Records contained in a dataset:
'''

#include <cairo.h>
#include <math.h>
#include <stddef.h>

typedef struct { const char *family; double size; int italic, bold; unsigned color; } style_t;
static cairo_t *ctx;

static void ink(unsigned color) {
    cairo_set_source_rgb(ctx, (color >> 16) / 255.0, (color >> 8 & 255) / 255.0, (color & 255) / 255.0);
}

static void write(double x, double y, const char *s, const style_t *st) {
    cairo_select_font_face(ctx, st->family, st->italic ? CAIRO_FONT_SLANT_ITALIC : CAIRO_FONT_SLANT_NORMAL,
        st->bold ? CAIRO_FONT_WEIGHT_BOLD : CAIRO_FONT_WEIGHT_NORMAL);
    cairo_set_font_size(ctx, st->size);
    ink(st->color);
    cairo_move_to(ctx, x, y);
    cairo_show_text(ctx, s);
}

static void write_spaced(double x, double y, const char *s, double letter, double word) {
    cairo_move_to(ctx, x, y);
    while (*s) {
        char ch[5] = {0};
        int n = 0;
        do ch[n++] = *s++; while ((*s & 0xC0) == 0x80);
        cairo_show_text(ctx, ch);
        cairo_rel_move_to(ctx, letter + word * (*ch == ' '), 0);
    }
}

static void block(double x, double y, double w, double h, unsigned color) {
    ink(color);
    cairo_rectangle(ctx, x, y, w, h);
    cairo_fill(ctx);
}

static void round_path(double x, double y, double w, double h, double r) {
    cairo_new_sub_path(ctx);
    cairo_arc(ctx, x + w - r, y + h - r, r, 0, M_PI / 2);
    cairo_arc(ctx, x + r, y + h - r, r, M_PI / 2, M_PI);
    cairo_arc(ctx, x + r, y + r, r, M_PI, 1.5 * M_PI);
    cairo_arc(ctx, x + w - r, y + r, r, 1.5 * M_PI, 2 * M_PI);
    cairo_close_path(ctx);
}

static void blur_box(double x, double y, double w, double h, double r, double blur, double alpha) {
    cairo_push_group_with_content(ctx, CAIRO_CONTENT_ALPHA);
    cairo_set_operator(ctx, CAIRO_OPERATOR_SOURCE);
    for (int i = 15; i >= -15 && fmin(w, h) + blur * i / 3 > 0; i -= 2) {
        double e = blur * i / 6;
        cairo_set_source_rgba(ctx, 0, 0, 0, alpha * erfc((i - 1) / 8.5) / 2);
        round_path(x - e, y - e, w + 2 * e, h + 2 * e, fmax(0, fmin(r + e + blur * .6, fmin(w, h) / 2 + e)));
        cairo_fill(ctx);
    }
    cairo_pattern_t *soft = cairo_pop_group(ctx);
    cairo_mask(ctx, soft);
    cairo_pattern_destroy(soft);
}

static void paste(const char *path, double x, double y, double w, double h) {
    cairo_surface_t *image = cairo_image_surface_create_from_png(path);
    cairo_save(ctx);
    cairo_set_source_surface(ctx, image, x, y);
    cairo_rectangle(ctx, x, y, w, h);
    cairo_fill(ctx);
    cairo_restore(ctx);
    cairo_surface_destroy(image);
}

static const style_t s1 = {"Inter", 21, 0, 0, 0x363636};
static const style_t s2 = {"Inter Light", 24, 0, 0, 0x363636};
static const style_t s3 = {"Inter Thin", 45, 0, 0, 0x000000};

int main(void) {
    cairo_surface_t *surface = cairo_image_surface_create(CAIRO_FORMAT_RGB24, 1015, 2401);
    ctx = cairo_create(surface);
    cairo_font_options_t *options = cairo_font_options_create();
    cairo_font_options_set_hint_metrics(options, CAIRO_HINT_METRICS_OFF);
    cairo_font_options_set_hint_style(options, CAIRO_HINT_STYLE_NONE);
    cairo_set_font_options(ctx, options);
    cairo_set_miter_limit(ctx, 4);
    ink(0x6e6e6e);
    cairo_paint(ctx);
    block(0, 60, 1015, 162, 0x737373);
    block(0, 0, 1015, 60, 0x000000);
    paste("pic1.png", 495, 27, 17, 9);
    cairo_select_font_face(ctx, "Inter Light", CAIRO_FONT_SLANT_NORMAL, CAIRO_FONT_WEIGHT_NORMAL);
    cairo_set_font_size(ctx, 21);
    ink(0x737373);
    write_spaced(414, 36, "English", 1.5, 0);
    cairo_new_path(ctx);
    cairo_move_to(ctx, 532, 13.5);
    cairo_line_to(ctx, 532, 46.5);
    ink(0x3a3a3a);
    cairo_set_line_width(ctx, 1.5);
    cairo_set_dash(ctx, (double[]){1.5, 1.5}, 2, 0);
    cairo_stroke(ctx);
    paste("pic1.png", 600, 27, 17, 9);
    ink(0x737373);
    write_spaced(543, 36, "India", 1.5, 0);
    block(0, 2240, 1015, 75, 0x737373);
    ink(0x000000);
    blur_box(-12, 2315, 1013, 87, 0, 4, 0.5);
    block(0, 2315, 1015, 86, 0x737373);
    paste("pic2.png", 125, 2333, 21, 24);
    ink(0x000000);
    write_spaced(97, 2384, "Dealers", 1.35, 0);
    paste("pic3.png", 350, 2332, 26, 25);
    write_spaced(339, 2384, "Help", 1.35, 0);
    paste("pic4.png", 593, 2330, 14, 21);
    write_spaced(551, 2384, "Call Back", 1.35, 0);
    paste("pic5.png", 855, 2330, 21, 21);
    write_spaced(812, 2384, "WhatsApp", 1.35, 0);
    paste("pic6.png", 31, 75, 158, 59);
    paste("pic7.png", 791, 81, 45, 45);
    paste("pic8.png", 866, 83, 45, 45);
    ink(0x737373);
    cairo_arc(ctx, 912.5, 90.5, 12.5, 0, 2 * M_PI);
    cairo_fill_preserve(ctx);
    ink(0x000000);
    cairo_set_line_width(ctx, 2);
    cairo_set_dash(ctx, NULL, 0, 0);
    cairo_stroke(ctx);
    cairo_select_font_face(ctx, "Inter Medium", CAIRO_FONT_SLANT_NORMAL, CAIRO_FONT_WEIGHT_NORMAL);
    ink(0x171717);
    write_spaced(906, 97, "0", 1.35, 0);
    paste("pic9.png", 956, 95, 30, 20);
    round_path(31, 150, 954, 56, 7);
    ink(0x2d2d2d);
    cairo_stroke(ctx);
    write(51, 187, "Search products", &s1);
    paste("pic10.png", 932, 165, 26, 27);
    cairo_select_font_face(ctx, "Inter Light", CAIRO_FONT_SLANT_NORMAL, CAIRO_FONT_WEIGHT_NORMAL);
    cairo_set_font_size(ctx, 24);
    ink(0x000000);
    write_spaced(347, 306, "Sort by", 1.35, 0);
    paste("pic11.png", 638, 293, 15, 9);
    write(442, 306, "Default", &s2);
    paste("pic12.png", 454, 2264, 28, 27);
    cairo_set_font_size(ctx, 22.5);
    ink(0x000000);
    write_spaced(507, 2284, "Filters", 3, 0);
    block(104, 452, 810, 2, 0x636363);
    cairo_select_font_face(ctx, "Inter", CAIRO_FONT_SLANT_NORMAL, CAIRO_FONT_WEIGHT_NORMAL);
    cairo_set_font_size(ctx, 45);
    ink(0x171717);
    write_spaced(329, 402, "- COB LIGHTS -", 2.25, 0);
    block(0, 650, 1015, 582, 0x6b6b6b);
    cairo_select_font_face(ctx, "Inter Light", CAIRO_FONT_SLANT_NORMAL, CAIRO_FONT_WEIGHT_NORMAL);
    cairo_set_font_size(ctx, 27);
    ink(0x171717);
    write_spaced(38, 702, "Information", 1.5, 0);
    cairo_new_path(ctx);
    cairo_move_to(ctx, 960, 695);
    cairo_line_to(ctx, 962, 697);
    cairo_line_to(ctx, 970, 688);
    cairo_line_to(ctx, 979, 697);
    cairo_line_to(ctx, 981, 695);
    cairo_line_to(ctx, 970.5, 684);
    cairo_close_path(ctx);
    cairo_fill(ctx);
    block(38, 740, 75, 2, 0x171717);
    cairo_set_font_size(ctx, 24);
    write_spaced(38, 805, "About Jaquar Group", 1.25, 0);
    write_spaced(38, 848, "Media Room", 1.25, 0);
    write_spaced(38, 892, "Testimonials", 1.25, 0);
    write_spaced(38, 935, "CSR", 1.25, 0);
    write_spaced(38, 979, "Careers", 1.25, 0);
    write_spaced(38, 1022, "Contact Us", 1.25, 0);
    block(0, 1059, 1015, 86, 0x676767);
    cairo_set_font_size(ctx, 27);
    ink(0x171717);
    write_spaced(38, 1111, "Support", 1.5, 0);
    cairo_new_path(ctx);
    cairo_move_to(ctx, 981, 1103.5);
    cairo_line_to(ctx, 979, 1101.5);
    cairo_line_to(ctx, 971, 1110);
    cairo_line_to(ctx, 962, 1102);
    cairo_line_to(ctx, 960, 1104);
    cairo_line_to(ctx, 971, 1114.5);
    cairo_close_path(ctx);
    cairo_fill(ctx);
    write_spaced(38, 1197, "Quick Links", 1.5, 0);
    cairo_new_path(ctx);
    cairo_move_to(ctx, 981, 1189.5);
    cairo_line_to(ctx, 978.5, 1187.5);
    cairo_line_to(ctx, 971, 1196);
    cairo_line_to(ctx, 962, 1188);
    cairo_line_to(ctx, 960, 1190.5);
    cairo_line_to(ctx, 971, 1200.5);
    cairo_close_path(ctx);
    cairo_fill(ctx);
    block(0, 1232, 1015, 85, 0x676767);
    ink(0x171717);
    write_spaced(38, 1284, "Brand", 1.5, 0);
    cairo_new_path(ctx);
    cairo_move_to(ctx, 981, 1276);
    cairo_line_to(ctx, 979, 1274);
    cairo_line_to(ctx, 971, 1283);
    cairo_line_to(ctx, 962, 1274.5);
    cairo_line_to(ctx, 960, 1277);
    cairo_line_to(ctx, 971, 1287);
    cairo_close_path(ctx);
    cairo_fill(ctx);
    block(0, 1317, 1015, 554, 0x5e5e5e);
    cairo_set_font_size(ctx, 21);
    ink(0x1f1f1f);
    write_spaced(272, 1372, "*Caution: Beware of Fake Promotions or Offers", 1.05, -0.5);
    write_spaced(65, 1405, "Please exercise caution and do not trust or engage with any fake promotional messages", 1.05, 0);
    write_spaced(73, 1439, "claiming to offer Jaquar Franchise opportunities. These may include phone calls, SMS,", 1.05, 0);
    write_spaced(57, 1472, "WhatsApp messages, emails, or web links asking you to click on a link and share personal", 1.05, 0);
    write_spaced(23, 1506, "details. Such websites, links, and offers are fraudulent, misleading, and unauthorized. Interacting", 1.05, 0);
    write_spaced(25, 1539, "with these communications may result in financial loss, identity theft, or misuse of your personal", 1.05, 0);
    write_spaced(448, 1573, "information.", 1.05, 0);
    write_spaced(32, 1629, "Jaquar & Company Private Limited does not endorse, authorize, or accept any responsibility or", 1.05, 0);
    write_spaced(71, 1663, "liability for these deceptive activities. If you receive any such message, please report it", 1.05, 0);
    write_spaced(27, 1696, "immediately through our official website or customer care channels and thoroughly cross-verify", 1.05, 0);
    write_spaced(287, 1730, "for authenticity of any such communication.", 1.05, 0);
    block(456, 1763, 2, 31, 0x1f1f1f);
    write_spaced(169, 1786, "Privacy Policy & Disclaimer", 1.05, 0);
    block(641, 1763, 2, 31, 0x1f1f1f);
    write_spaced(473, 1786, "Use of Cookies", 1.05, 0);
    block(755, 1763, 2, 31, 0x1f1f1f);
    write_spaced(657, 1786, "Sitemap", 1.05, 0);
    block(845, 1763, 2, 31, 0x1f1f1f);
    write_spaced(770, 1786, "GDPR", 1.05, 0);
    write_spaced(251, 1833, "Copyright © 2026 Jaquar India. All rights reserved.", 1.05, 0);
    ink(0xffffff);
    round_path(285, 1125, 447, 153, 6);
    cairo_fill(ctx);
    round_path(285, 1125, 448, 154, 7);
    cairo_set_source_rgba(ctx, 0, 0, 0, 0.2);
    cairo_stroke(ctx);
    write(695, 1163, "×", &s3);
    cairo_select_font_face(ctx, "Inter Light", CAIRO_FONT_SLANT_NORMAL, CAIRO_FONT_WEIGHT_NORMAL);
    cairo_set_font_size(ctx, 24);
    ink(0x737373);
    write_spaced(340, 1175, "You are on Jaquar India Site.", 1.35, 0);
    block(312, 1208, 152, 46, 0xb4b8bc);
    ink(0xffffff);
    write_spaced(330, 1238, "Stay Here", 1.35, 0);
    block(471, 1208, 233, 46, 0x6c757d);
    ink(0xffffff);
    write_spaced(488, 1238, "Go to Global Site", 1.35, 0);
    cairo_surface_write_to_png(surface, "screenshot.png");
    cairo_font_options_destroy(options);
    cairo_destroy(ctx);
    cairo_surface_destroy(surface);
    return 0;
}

'''

* Brief
Write out every line in the data that holds the string "word".

* Result
static void write_spaced(double x, double y, const char *s, double letter, double word) {
        cairo_rel_move_to(ctx, letter + word * (*ch == ' '), 0);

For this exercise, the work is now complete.